Accordingly, the right to use assigned to the franchise is not to the exclusion of the franchiser in any way and could not be considered as 'transfer of right to use' the trademark.
The current practice, which was also the contention of the Karnataka VAT authorities in the present case, is that the VAT authorities would invariably treat any such transaction where the licence to use trademarks or to say intellectual property rights (IPR) is involved, irrespective of the terms and conditions of its use as the transfer of right to use and demand VAT on the same.
In this decision, the Karnataka High Court laid emphasis on the fact that there was no 'transfer' of the right to use the trademarks.
It observed that a transfer would be in favour of the transferee and to the exclusion of all, including the transferor. In the present case, there was certainly a licence to use the trademark. However, this was quite different from a transfer of the right to use the trademark.
It is the latter that creates a transaction that is subject to tax under value added tax law.

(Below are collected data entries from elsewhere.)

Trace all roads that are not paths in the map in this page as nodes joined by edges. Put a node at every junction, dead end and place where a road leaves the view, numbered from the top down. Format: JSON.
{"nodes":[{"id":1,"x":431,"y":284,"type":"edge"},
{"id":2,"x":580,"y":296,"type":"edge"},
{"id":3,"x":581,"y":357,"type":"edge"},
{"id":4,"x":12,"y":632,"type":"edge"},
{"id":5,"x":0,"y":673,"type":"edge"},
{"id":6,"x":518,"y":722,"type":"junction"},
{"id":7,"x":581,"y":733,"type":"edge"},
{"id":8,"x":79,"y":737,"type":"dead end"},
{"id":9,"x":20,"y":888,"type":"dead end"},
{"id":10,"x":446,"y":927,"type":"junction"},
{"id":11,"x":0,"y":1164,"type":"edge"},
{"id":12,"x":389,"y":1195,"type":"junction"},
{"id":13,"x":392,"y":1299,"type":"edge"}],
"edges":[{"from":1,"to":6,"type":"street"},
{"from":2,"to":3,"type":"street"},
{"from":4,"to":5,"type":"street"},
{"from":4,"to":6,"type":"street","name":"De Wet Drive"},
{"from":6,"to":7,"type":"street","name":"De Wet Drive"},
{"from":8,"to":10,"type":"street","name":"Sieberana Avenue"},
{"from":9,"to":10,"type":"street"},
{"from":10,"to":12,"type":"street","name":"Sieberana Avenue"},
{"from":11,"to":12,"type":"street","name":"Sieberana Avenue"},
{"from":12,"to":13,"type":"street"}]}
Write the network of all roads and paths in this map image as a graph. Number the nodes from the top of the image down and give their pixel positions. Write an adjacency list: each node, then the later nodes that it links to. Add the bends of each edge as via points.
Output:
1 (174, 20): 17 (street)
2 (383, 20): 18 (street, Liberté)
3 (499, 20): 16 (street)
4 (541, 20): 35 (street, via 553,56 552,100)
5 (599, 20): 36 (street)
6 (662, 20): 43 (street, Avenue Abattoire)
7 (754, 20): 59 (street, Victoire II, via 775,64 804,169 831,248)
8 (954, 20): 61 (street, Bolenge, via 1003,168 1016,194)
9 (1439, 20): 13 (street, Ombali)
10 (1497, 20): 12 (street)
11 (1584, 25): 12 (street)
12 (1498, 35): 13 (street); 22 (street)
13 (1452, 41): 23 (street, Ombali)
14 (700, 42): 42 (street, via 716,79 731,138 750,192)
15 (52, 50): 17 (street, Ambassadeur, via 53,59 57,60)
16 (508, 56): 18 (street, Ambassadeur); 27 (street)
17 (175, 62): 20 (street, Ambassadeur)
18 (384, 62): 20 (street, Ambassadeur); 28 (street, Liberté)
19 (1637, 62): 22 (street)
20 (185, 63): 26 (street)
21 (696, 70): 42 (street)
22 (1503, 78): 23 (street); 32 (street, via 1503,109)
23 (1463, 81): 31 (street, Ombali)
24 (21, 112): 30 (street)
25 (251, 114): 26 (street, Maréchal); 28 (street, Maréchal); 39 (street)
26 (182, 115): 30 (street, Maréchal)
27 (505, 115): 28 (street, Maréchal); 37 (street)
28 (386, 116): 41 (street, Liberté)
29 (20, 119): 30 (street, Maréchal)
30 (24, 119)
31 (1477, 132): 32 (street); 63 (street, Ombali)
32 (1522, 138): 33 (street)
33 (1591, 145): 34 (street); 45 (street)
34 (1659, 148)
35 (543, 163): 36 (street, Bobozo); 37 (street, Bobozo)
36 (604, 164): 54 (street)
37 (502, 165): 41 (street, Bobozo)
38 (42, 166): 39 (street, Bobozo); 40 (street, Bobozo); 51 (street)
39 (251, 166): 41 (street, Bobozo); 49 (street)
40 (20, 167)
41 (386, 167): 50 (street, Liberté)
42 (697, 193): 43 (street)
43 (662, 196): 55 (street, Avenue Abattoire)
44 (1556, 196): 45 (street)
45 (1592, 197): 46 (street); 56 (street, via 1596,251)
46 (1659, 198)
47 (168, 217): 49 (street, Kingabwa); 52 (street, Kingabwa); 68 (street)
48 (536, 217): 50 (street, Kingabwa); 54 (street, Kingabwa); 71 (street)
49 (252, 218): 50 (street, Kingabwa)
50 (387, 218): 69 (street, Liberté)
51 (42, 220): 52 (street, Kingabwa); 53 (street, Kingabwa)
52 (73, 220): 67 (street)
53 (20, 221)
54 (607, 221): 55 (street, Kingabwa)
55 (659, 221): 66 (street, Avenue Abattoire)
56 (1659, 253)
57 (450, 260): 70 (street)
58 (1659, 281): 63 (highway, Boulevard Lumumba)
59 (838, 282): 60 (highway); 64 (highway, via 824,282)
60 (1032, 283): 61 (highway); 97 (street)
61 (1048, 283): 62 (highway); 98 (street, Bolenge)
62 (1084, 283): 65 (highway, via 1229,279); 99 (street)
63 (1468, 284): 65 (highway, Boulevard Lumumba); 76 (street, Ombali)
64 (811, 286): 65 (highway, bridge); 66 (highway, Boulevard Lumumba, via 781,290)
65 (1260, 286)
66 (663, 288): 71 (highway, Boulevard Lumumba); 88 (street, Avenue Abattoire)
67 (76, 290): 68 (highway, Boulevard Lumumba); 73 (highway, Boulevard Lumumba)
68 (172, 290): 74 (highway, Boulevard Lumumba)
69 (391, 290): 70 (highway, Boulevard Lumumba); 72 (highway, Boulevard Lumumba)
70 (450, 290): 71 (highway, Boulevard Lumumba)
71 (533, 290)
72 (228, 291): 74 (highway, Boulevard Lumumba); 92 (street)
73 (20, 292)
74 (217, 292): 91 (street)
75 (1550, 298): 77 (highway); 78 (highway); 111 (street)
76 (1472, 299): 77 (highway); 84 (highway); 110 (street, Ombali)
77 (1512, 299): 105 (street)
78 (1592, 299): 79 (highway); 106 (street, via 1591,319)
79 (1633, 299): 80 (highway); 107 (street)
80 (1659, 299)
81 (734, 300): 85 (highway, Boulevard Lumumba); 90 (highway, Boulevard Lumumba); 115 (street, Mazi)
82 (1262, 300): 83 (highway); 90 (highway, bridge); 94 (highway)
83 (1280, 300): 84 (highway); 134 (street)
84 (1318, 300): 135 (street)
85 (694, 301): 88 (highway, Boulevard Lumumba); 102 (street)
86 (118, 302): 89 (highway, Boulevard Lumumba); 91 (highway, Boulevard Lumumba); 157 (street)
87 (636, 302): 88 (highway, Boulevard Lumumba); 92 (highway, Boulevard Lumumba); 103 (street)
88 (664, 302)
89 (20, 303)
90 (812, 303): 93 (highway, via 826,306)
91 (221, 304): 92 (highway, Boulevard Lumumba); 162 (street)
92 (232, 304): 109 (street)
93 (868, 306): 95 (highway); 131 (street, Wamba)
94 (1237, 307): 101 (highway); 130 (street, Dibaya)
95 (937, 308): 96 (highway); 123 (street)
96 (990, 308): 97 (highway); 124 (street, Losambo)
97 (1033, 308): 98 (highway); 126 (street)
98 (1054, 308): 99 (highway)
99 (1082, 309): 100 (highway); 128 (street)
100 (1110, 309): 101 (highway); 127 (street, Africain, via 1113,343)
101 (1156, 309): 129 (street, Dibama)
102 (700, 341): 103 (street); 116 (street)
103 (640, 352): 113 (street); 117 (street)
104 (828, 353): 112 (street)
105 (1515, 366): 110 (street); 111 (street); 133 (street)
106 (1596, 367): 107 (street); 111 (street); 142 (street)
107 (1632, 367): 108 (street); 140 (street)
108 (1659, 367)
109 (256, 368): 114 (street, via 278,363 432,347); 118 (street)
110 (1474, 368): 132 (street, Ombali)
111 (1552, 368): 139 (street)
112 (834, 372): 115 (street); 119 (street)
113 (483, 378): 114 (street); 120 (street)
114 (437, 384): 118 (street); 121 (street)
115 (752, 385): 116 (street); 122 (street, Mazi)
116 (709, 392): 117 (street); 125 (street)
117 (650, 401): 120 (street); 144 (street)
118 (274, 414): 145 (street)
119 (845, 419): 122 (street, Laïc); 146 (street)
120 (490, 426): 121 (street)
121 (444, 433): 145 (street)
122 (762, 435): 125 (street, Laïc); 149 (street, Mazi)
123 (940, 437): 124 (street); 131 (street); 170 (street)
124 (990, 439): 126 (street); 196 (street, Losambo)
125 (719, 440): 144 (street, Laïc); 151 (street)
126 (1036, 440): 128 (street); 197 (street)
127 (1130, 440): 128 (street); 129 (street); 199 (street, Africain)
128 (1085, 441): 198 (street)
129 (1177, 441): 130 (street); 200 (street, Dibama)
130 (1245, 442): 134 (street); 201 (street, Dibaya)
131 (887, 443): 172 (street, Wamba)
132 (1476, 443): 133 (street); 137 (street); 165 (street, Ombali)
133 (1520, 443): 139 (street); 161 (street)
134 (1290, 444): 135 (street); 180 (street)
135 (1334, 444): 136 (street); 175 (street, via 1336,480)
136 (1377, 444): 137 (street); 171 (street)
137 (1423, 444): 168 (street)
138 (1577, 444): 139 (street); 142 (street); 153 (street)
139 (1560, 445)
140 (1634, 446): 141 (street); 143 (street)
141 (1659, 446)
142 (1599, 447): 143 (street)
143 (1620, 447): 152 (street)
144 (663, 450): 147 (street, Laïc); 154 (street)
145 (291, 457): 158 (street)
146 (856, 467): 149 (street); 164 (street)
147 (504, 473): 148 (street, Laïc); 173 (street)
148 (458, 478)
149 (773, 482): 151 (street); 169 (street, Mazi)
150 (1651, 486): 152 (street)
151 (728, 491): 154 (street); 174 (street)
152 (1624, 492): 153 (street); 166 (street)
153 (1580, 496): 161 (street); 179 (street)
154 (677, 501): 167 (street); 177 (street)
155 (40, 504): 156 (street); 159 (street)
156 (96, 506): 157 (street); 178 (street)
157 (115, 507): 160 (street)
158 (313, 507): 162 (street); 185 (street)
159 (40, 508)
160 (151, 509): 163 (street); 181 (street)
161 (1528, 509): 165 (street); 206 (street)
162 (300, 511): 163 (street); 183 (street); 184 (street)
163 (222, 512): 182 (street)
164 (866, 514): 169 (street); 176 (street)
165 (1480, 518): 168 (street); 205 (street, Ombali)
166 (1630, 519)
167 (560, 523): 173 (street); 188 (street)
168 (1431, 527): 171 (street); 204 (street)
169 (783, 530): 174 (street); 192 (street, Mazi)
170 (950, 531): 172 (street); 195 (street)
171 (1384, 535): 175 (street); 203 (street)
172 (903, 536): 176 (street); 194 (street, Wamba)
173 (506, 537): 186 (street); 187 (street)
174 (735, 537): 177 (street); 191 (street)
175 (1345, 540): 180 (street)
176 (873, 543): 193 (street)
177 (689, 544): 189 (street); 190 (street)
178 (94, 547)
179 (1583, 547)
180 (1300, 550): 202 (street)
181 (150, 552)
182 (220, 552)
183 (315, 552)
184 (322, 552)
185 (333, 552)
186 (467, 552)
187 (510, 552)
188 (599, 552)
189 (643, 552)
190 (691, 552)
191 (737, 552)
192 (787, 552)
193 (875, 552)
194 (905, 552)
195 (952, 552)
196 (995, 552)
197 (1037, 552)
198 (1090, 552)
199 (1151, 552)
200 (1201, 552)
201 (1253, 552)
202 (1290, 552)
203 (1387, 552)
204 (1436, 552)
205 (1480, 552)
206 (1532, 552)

Therefore, the court made it clear that either there was a transfer of the right to use the trademark (which would create a VAT liability) or there was a licensing of the trademark, which would attract service tax. The two types of transactions are mutually exclusive.
It is hoped that the decision of high court would bring some relief to the intellectual property rights industry which is currently struggling with the double taxation issue.
The tax authorities concerned with the issue should also take a cue from the decision and issue appropriate instructions or clarifications to put a logical end to the dispute.